The harnessing of the power of the wind is something that stretches back to the very earliest of civilisations. Wind powered has been used for sea travel since the 5th millennium B.C. and windmills were used in Persia from as early as 200 B.C.
However the conversion of wind power into electricity starts at the tail end of the 18th Century in Scotland. Professor James Blyth of Anderson’s College in Glasgow created the first of this three wind powered turbines in July 1887. His first design used cloth sails much like a windmill and stored the electricity in accumulators and this energy was used to power the lights in his holiday cottage in Marykirk. This was the first house in the world to be powered by wind.
Blyth then worked on a number of different designs and the final design operated for the next 25 years. The machine was so good at producing electricity that is would produce a surplus. Blyth offered this surplus for
free to the people of Marykirk to light the main street of the town. Unfortunately his offer was not received well, as the people thought electricity was "the work of The Devil".
It was not only the people of Marykirk that had an issue with wind powered electricity. It was viewed as uneconomic by the power suppliers in the UK and as a result no new wind turbines were built in the Britain until 1951.
Just months after James Blyth’s wind turbine in Scotland Professor Charles F Brush built a wind turbine in Ohio USA. The 12kW turbine charged 408 batteries in the cellar of his house. Brush invention of the electrical turbine (without wind power) was exported to the UK were it was manufactured by Brush Electrical Machines who are still trading in Loughborough in England.
The work of scientist Poul la Cour in Denmark during the 1890’s that discovered that the most efficient way of producing energy with wind was to create fewer fast moving blades. He used this breakthrough to provide the power for the village of Askov until 1958.
La Cour also founded the Society of Wind Electricians which held their first course in wind power in 1903. The fairy-tale, “Trolden”, written by La Cour, about energy for children placed electricity at the center of the story and also its hero.
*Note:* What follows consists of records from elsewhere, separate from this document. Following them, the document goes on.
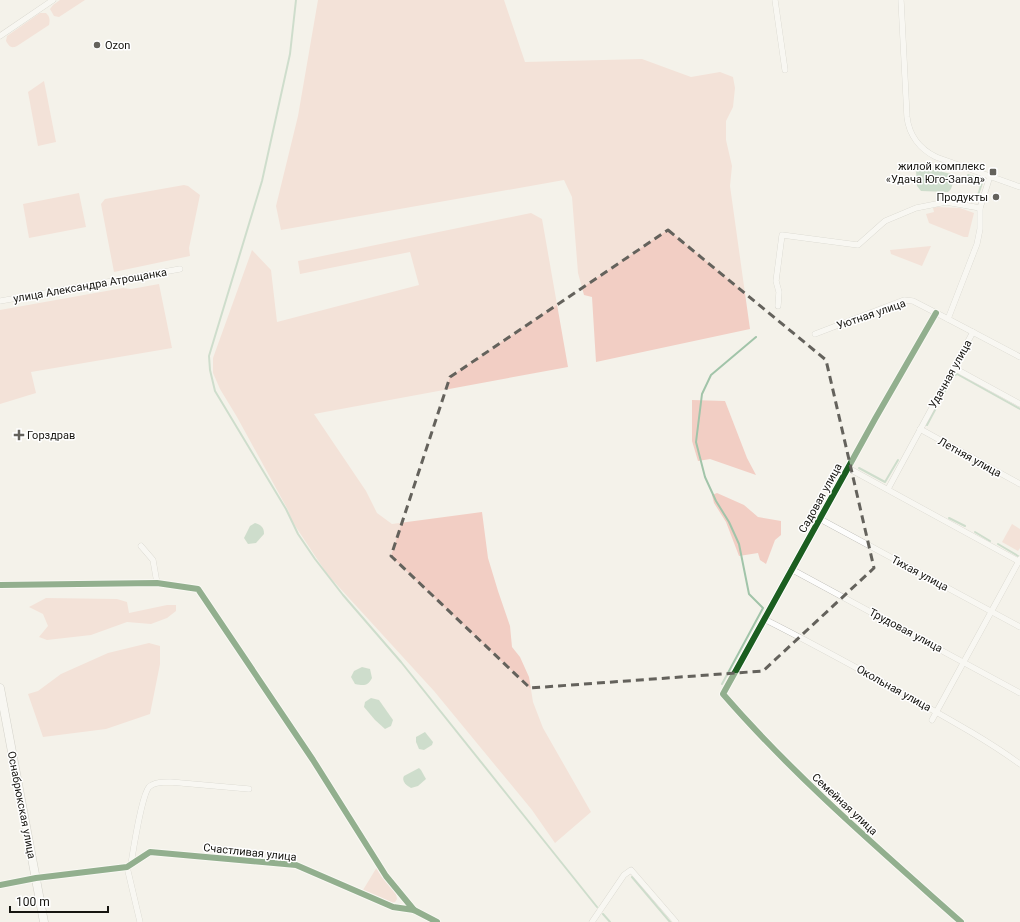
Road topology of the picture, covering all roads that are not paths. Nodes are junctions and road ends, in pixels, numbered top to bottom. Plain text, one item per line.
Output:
1 (54, 0) edge
2 (775, 0) edge
3 (901, 0) edge
4 (0, 36) edge
5 (785, 70) dead end
6 (990, 176) junction
7 (1020, 187) edge
8 (980, 208) junction
9 (180, 269) dead end
10 (0, 301) edge
11 (778, 306) dead end
12 (936, 313) junction
13 (948, 319) junction
14 (973, 332) junction
15 (815, 334) dead end
16 (1020, 357) edge
17 (954, 368) junction
18 (1020, 404) edge
19 (920, 429) junction
20 (848, 468) junction
21 (1020, 484) edge
22 (888, 489) junction
23 (820, 519) junction
24 (142, 546) dead end
25 (1020, 561) edge
26 (791, 568) junction
27 (157, 582) junction
28 (0, 585) edge
29 (991, 611) junction
30 (764, 618) junction
31 (1020, 627) edge
32 (964, 661) junction
33 (0, 688) edge
34 (1020, 693) edge
35 (723, 694) joint
36 (936, 712) junction
37 (932, 720) dead end
38 (1020, 764) edge
39 (249, 789) dead end
40 (129, 865) junction
41 (36, 878) junction
42 (0, 885) edge
43 (414, 910) junction
44 (44, 922) edge
45 (140, 922) edge
46 (437, 922) edge
47 (592, 922) edge
48 (676, 922) edge
49 (961, 922) edge

1 - 4 street
2 - 5 street
3 - 6 street
6 - 7 street
6 - 8 street
8 - 11 street
8 - 13 street
9 - 10 street, улица Александра Атрощанка
12 - 13 street, Уютная улица
12 - 15 street, Уютная улица
12 - 20 street, Садовая улица
13 - 14 street, Удачная улица
14 - 16 street
14 - 17 street, Удачная улица
17 - 18 street
17 - 19 street, Удачная улица
19 - 21 street, Летняя улица
19 - 22 street, Удачная улица
20 - 22 street, Садовая улица
20 - 23 street, Садовая улица
22 - 25 street, Садовая улица
23 - 26 street, Садовая улица
23 - 29 street, Тихая улица
24 - 27 street
25 - 29 street
26 - 30 street, Садовая улица
26 - 32 street, Трудовая улица
27 - 28 street
27 - 43 street
29 - 31 street, Тихая улица
29 - 32 street
30 - 35 street, Садовая улица
30 - 36 street, Окольная улица
32 - 34 street, Трудовая улица
32 - 36 street
33 - 41 street, Оснабрюкская улица
35 - 49 street, Семейная улица
36 - 37 street
36 - 38 street, Окольная улица
39 - 40 street
40 - 41 street
40 - 43 street, Счастливая улица
40 - 45 street
41 - 42 street
41 - 44 street, Оснабрюкская улица
43 - 46 street, Счастливая улица
47 - 48 street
The first large surge in the growth of wine turbines happened in the USA where around 100,000 small devices capable of generating between 5kW to 25kW were produced at around the time of the First World War. These machines were primarily used to power water pumps on remote farms that hadn’t been hooked up to the main electrical grind.
A forerunner in design and power output to rival the modern wine powered turbines were produced by the USSR in 1931. It was the first 100 kW generator and the blades sat on top of a 98 foot tower in Yalta. At an output of 32 per cent its ratio was very similar to the wind turbines in operation today.
John Brown and Company added the first wine turbine that was connected to the National Grid in the UK in 1951. The machine was placed in the Orkney Islands. There has been a massive increase in wind farms in the UK in the last 20 years both on and off shore.
The UK is the largest producer of offshore wind power generation since October 2008 when it overtook Denmark. The UK is also home to the world largest offshore windfarm that sits off the coast of Thanet in the country of Kent. The UK is now ranked as the 8th biggest produce of wind power in the world and by mid-2011, the installed capacity of wind power in the United Kingdom was over 5.7 gigawatts. In October 2011 there were 310 operational wind farms in the UK, with 3,421 turbines and 5,767 MW of installed capacity.
The expansion of wind power in the UK looks set to increase as new ways of creating more green energy are sort to replace the fossil fuel power stations.